State how many lines of the data contain the word "Suprapto", and write nothing besides the number.

──────── Data ────────

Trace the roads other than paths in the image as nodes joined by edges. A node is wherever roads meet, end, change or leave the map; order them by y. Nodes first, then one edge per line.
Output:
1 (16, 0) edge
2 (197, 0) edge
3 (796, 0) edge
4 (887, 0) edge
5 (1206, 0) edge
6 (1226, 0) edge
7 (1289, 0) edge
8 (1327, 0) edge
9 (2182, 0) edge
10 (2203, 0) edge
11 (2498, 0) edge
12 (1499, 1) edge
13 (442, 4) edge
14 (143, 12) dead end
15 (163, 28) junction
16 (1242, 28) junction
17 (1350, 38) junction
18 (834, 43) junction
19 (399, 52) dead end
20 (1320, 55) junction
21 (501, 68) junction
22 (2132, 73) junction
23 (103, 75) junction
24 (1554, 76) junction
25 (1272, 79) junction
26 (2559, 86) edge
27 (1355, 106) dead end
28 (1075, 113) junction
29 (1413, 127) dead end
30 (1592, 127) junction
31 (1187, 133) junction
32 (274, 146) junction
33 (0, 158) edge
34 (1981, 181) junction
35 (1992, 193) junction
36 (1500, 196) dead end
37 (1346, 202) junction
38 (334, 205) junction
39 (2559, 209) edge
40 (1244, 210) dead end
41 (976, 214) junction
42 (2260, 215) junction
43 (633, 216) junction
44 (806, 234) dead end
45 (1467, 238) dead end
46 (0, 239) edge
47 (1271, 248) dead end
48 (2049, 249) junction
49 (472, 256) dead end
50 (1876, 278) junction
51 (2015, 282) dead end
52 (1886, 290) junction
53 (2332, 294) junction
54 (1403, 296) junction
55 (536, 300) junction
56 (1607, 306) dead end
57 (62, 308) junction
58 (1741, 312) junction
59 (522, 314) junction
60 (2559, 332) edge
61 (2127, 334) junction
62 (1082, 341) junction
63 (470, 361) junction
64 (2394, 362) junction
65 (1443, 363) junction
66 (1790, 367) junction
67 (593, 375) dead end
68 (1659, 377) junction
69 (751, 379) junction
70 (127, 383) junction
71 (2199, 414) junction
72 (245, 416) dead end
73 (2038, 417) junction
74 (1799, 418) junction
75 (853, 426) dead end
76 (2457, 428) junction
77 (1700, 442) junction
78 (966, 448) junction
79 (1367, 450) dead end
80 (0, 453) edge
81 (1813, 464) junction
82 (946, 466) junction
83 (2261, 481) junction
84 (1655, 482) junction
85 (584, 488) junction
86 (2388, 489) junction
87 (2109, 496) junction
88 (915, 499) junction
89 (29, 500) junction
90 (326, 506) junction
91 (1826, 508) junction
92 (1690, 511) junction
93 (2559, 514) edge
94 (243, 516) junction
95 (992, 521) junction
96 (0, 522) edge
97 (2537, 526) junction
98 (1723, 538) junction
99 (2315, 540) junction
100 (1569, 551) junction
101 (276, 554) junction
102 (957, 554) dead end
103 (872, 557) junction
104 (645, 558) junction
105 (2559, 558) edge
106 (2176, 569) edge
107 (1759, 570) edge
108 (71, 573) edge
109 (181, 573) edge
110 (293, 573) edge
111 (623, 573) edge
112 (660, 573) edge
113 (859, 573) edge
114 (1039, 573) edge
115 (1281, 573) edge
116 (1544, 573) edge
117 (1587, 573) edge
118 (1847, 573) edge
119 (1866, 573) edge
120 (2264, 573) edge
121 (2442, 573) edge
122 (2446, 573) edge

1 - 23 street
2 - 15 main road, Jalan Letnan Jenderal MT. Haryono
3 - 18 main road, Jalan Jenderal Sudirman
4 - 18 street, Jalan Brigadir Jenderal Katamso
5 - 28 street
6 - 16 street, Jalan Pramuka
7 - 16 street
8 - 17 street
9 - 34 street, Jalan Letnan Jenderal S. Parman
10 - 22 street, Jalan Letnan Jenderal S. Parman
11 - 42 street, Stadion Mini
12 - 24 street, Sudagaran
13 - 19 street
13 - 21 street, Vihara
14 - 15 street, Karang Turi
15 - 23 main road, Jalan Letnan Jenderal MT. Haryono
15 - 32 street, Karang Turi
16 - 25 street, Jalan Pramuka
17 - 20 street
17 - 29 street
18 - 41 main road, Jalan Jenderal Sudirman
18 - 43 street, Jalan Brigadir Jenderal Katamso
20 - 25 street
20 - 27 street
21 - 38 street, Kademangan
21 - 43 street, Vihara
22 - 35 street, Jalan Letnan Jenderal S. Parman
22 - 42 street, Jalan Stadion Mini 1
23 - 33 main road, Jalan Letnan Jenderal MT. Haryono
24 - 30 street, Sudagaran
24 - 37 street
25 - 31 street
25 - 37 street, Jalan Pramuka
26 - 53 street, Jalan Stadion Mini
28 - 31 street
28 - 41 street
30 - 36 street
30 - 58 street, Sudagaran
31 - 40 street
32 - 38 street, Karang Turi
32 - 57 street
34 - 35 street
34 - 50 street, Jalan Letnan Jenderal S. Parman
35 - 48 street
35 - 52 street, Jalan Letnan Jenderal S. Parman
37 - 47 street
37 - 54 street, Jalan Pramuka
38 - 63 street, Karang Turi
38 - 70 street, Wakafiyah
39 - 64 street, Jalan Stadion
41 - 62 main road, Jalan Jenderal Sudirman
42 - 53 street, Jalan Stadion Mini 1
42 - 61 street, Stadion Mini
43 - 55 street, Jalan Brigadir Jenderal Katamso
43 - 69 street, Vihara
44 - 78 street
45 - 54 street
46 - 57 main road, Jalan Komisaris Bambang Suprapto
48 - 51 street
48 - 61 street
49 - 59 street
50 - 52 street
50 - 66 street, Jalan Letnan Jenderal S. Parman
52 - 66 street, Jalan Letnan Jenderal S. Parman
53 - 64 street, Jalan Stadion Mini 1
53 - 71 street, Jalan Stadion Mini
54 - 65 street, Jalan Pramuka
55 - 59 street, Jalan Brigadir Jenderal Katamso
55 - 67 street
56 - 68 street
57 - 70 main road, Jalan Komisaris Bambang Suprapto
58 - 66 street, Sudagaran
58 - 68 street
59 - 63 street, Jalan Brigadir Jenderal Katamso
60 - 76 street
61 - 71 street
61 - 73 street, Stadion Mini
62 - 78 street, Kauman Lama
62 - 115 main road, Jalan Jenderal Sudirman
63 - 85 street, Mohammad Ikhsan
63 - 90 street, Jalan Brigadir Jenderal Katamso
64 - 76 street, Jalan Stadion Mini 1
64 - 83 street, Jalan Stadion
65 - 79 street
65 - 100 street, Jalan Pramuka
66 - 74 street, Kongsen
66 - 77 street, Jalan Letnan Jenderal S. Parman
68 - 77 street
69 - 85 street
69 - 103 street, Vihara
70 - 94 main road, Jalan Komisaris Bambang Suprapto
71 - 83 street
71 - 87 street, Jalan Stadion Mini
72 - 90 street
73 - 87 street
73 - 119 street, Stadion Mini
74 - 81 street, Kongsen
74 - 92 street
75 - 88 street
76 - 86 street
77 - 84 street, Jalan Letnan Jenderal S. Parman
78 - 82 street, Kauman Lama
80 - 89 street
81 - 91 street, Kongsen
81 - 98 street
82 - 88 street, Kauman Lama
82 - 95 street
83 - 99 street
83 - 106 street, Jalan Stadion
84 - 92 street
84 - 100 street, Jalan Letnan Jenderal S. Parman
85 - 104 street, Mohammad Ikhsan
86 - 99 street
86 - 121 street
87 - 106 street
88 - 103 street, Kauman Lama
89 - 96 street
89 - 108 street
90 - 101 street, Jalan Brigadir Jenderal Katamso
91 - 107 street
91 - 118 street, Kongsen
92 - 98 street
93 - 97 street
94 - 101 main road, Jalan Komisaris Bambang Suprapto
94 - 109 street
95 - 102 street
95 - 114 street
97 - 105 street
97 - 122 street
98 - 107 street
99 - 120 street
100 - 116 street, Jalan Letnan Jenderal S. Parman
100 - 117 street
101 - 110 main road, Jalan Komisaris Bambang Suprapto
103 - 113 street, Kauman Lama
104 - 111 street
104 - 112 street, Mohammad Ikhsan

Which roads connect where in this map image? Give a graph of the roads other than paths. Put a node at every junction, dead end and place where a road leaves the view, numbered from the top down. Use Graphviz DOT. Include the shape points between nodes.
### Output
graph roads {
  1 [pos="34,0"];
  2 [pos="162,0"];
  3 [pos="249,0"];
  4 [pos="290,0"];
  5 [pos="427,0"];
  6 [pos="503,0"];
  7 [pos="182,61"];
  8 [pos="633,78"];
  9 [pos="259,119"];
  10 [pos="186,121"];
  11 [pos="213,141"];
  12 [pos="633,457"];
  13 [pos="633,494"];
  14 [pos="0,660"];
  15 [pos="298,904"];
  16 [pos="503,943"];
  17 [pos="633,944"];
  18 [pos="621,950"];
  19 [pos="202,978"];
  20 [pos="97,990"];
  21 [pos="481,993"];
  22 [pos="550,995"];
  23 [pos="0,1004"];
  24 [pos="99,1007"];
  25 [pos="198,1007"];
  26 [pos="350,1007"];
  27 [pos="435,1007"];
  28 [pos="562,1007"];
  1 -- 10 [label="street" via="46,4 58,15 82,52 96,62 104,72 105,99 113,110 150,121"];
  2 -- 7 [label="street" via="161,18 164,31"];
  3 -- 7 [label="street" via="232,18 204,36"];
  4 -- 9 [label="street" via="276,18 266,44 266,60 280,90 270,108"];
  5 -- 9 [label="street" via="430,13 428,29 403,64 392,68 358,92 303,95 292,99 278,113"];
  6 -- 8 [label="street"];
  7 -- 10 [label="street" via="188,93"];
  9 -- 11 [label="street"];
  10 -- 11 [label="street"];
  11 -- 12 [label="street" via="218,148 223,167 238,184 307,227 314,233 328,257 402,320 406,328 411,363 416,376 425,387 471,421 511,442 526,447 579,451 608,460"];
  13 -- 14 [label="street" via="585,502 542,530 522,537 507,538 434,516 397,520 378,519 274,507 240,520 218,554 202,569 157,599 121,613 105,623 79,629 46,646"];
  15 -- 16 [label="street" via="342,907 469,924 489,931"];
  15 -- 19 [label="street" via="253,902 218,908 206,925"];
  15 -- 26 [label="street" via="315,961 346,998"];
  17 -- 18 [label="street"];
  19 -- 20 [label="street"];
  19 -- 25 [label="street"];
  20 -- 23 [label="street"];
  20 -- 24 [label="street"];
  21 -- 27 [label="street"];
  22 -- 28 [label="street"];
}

────────

Task response: 5